Chinese Capital: Changing the World

  

Given the typically "unglobal" American world perspective, many U.S. ventures seeking EB-5 capital approach guys like me with the mistaken presumption that “it’s all about America”, that is, that U.S. permanent residency is so coveted that even the most fiscally-flaccid EB-5 offering well nonetheless be well-received abroad. Let me clarify that error:  it’s all about opportunity.

While Canada and countless other nations are working with China to channel their giant cash reserves toward their borders, the U.S. — both the USG via its slo-mo fulfillment of promised Premium Processing for EB-5 and, even more so, the private EB-5 purveyors flooding the Chinese market with questionable ventures — squanders this staggering opportunity to recover economically.  The combination of a weak global economy resulting in reduced manufacturing demand from China and the Chinese governments continued ban on speculative real estate investment have combined to make wealthy Chinese families eager to export their capital;  their appetite for a better life for their children – which is, according Sharon, the quintessential dream of every Chinese parent – must be satisfied abroad.  Right now, a number of elements, of stars aligned, is ideal, and this opportunity will not last forever.

According to this week’s projections by Ernst & Young, Chinese investments overseas will grow between 20-30% in the next two years.  Already the single fastest growing source of foreign direct investment (FDI) in the U.S., (according to the U.S. Department of Commerce), the potential for EB-5 capital from China is staggering:  I can tell you that while the major urban markets are congested with EB-5 promotion, our most surprising success on this past tour   has been in secondary markets.  In fact, the majority of our agent partners in China are brand new to EB-5!  As skeptical and worried as I was until just a few years ago, the most ethical agents in China have stuck to other country programs for fear of misdirecting their clients into yet another EB-5 scam.  Consider the facts that the best agencies are only now delving into EB-5 and that but a small fraction of potential SEC-compliant accredited investors in China have even heard of EB-5…and you will conclude as I have: we are but the tip of the Chinese EB-5 iceberg.

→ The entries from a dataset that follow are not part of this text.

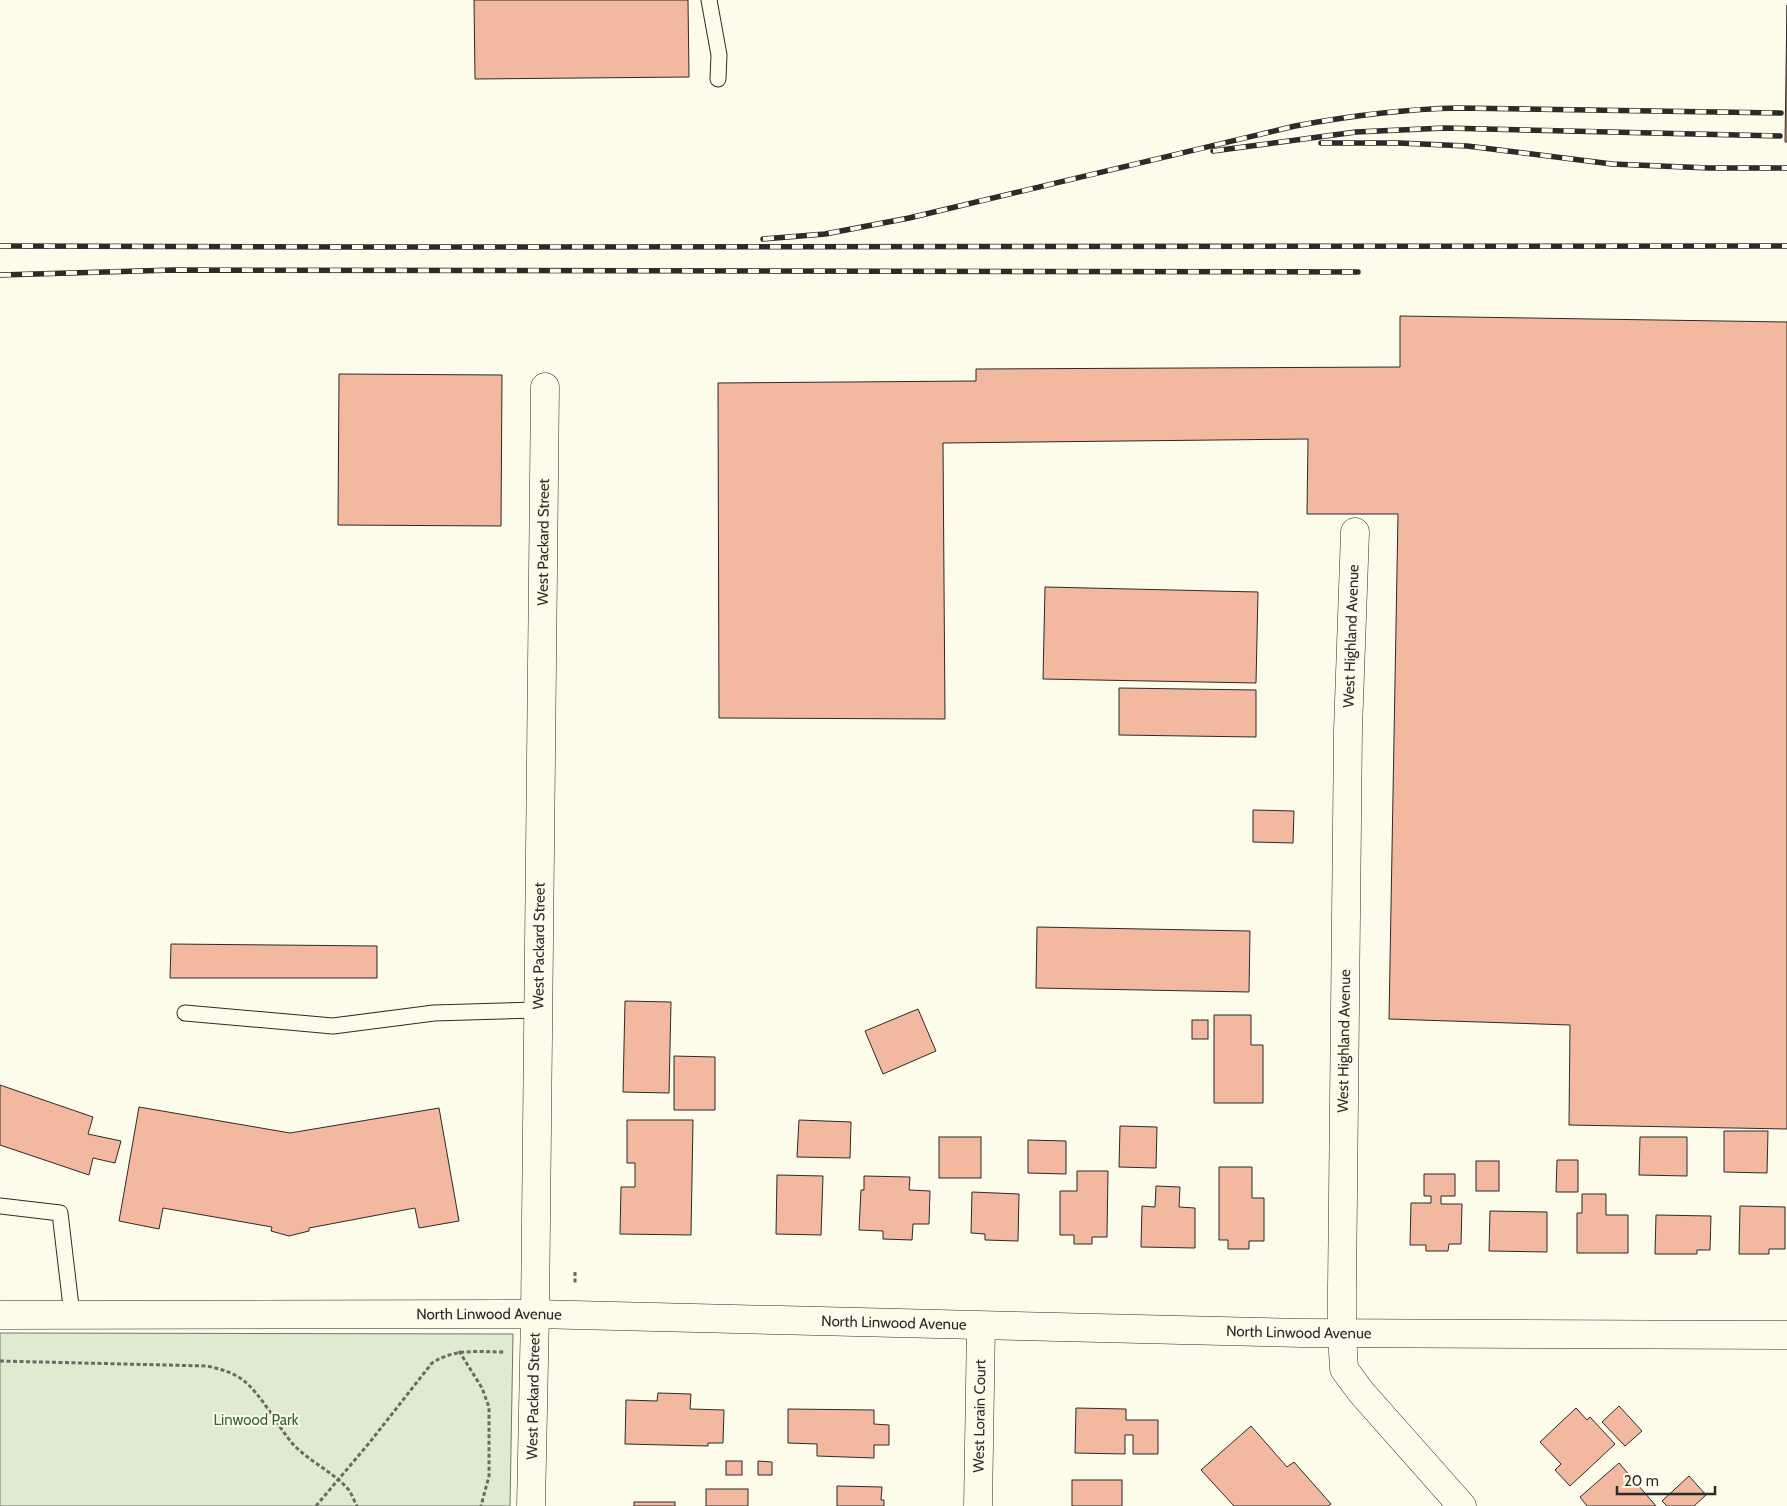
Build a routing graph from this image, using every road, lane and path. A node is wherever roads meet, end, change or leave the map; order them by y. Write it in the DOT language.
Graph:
graph roads {
  1 [pos="709,0"];
  2 [pos="718,79"];
  3 [pos="545,387"];
  4 [pos="1354,532"];
  5 [pos="538,1010"];
  6 [pos="185,1013"];
  7 [pos="0,1206"];
  8 [pos="575,1272"];
  9 [pos="575,1286"];
  10 [pos="535,1314"];
  11 [pos="0,1315"];
  12 [pos="72,1315"];
  13 [pos="981,1326"];
  14 [pos="1342,1333"];
  15 [pos="1787,1335"];
  16 [pos="459,1351"];
  17 [pos="534,1352"];
  18 [pos="0,1361"];
  19 [pos="338,1480"];
  20 [pos="316,1506"];
  21 [pos="357,1506"];
  22 [pos="482,1506"];
  23 [pos="531,1506"];
  24 [pos="978,1506"];
  25 [pos="1462,1506"];
  1 -- 2 [label="lane"];
  3 -- 5 [label="street, West Packard Street"];
  4 -- 14 [label="street, West Highland Avenue"];
  5 -- 6 [label="lane"];
  5 -- 10 [label="street, West Packard Street"];
  7 -- 12 [label="lane"];
  8 -- 9 [label="path"];
  10 -- 12 [label="street, North Linwood Avenue"];
  10 -- 13 [label="street, North Linwood Avenue"];
  10 -- 17 [label="street, West Packard Street"];
  11 -- 12 [label="street, North Linwood Avenue"];
  13 -- 14 [label="street, North Linwood Avenue"];
  13 -- 24 [label="street, West Lorain Court"];
  14 -- 15 [label="street, North Linwood Avenue"];
  14 -- 25 [label="street, West Highland Avenue"];
  16 -- 17 [label="path"];
  16 -- 19 [label="path"];
  16 -- 22 [label="path"];
  17 -- 23 [label="street, West Packard Street"];
  18 -- 19 [label="path"];
  19 -- 20 [label="path"];
  19 -- 21 [label="path"];
}
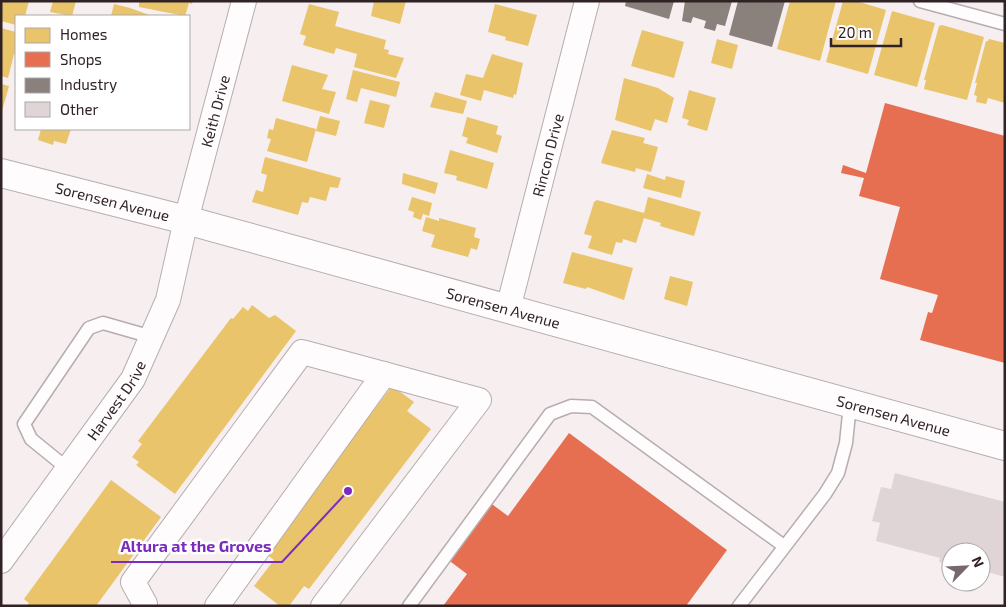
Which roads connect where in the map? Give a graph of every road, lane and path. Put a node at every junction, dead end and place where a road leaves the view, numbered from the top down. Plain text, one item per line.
1 (244, 1) edge
2 (587, 1) edge
3 (920, 1) edge
4 (945, 4) edge
5 (1005, 24) edge
6 (1, 173) edge
7 (186, 220) junction
8 (508, 309) junction
9 (152, 337) junction
10 (384, 374) junction
11 (850, 404) junction
12 (1005, 446) edge
13 (68, 469) junction
14 (784, 546) junction
15 (1, 561) edge
16 (149, 605) edge
17 (217, 606) edge
18 (322, 606) edge
19 (409, 606) edge
20 (739, 606) edge

1 - 7 street, Keith Drive
2 - 8 street, Rincon Drive
3 - 4 lane
4 - 5 lane
6 - 7 street, Sorensen Avenue
7 - 8 street, Sorensen Avenue
7 - 9 street, Harvest Drive
8 - 11 street, Sorensen Avenue
9 - 13 street, Harvest Drive
9 - 13 lane
10 - 16 street
10 - 17 street
10 - 18 street
11 - 12 street, Sorensen Avenue
11 - 14 lane
13 - 15 street, Harvest Drive
14 - 19 lane
14 - 20 lane

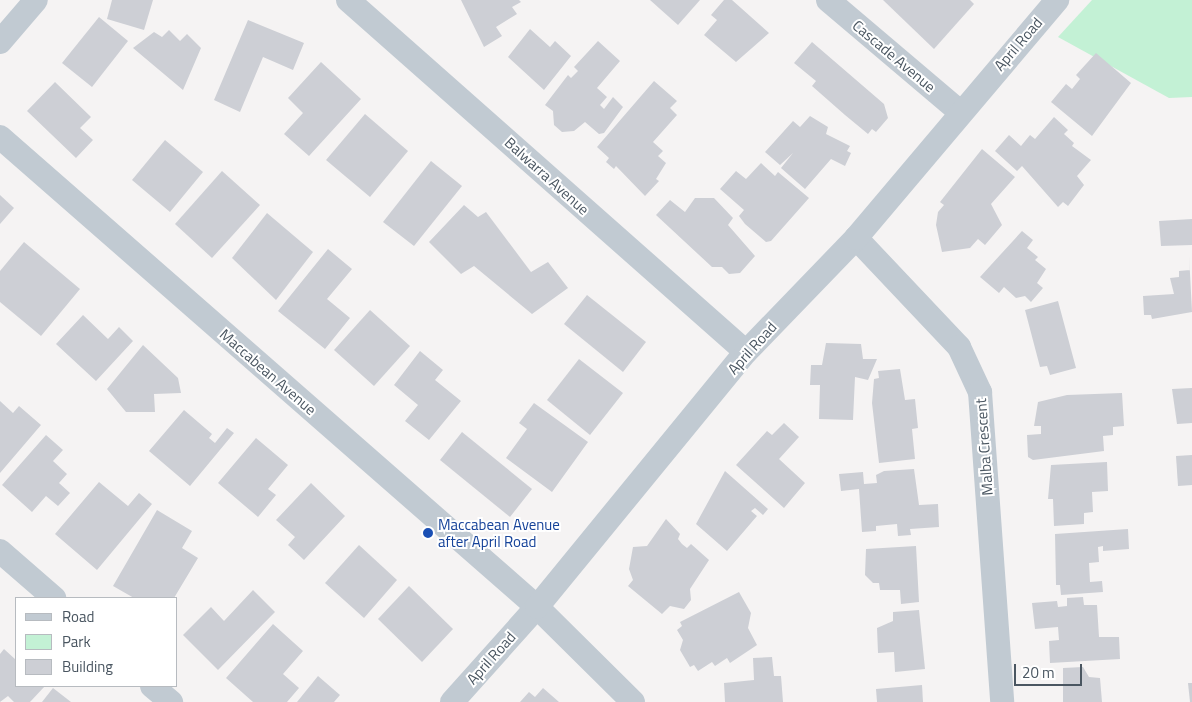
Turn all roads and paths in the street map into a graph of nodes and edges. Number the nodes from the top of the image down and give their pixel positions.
1 (36, 0) edge
2 (348, 0) edge
3 (828, 0) edge
4 (1057, 0) edge
5 (0, 42) edge
6 (960, 112) junction
7 (0, 137) edge
8 (856, 238) junction
9 (746, 352) junction
10 (0, 551) edge
11 (53, 597) edge
12 (537, 607) junction
13 (153, 687) edge
14 (171, 702) edge
15 (452, 702) edge
16 (633, 702) edge
17 (1002, 702) edge

1 - 5 street
2 - 9 street, Balwarra Avenue
3 - 6 street, Cascade Avenue
4 - 6 street, April Road
6 - 8 street, April Road
7 - 12 street, Maccabean Avenue
8 - 9 street, April Road
8 - 17 street, Malba Crescent
9 - 12 street, April Road
10 - 11 street
12 - 15 street, April Road
12 - 16 street, Maccabean Avenue
13 - 14 street

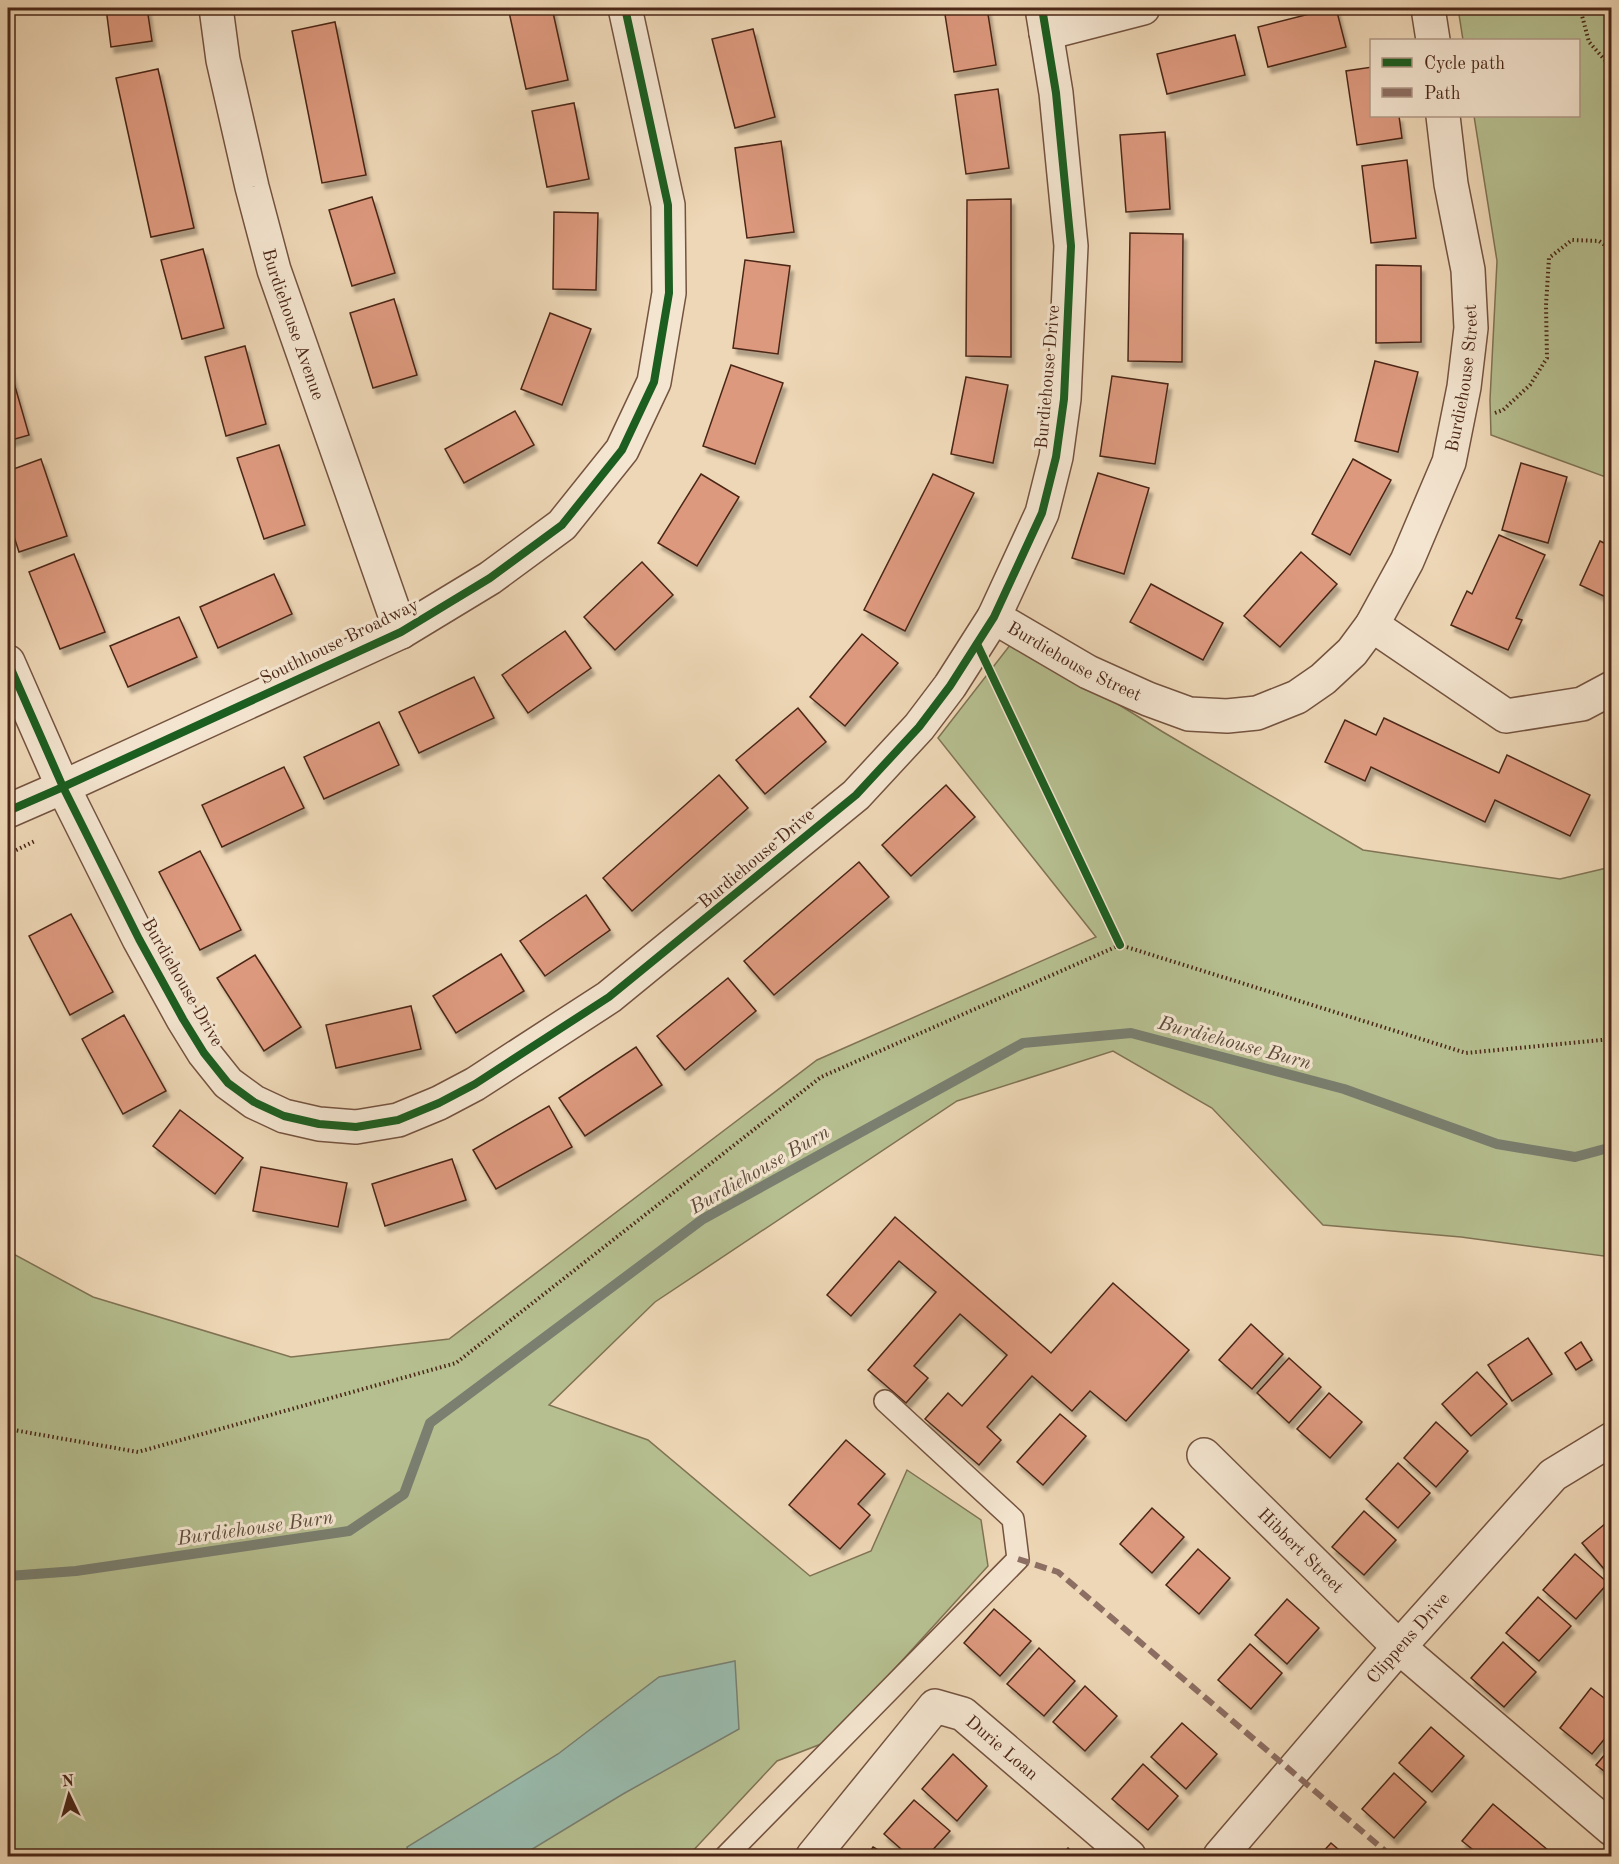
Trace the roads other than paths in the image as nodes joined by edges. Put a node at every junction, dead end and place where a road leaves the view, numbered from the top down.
1 (216, 8) edge
2 (625, 8) edge
3 (1143, 8) edge
4 (1428, 8) edge
5 (1044, 20) edge
6 (1433, 39) edge
7 (1443, 117) edge
8 (994, 617) junction
9 (1372, 625) junction
10 (401, 632) junction
11 (8, 662) edge
12 (1611, 688) edge
13 (63, 787) junction
14 (8, 811) edge
15 (885, 1401) dead end
16 (1611, 1439) edge
17 (1204, 1455) dead end
18 (1399, 1647) junction
19 (1611, 1829) edge
20 (726, 1857) edge
21 (813, 1857) edge
22 (1129, 1857) edge
23 (1220, 1857) edge

1 - 10 street, Burdiehouse Avenue
2 - 10 street, Southhouse Broadway
3 - 5 street
4 - 6 street
5 - 8 street, Burdiehouse Drive
7 - 9 street, Burdiehouse Street
8 - 9 street, Burdiehouse Street
8 - 13 street, Burdiehouse Drive
9 - 12 street
10 - 13 street, Southhouse Broadway
11 - 13 street, Burdiehouse Drive
13 - 14 street, Southhouse Broadway
15 - 20 lane
16 - 18 street, Clippens Drive
17 - 18 street, Hibbert Street
18 - 19 street, Hibbert Street
18 - 23 street, Clippens Drive
21 - 22 street, Durie Loan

But these remain treacherous waters and seeing the Missouri, Victorville, and El Monte EB-5 projects sink like the Titanic has made for a wary Chinese market.   Not a cautious one, a downright scared one.  Because most of us marketing EB-5 are not giving the Chinese what they want. So…what DO they want? 

Well, for one thing, they want real job numbers.  Barry Johnson, the Executive Director of the U.S. Commerce Department’s SelectUSA, recently stated that from 2003 to 2011, $7 billion in Chinese-funded green-field projects had generated some 44,000 jobs.  When you consider that this $7 billion, 8 year job-creation figure is lower than the job numbers being promised by some slickly-marketed EB-5 projects seeking several hundred million in China, it’s a bit sobering.  Do we really expect that a particular megaproject will hit the surreal job numbers they project?  It isn’t about IMPLAN vs. RIMS II; it’s about truth vs. lies, and, collectively, our credibility with the Chinese has never been lower. The fact that you got ten times as many jobs because you are telling your investors that you are going to build ten hotels at one time isn’t dishonest econometrics on the part of the economist; it’s faulty fundamental data.  Build your first hotel with the real numbers, then go to number two, but let’s spare them your world domination plans for your new franchise of whatever it may be.

The other thing they want are real projects; they aren’t interested in capitalizing your pipe dream and they are WAY too smart to believe the inflated property values upon which your valuations are premised.  Middle class SFH residential developments in markets with existing 3 year “For Sale” inventories?? Get real!  The wealthy Chinese got wealthy because they invest in core industries which are tangible: mining (like Lake Point EcoVentures, which I am proud to say was fully susbscribed during my three week tour with Sharon) and manufacturing.  Core businesses which consist of more than slick architectural drawings, jaw-dropping projections for unproven technologies, and six-digit Googleword/Baidu promotional budgets.

Sharon and I are working very hard to educate our partners in China about what makes a good EB-5 opportunity.  There are very few of them out there, unfortunately.  Congress wanted the EB-5 to be a fair exchange: invest in American jobs and get your U.S. residency.  For many in the U.S., that has translated into one-sided opportunism, not the quid pro quo contemplated via Congressional Intent. 

Until America provides China with a steady stream of what their capital appetite seeks, we will continue to lose ground to other nations with more progressive, attractive and responsive investor visa structures.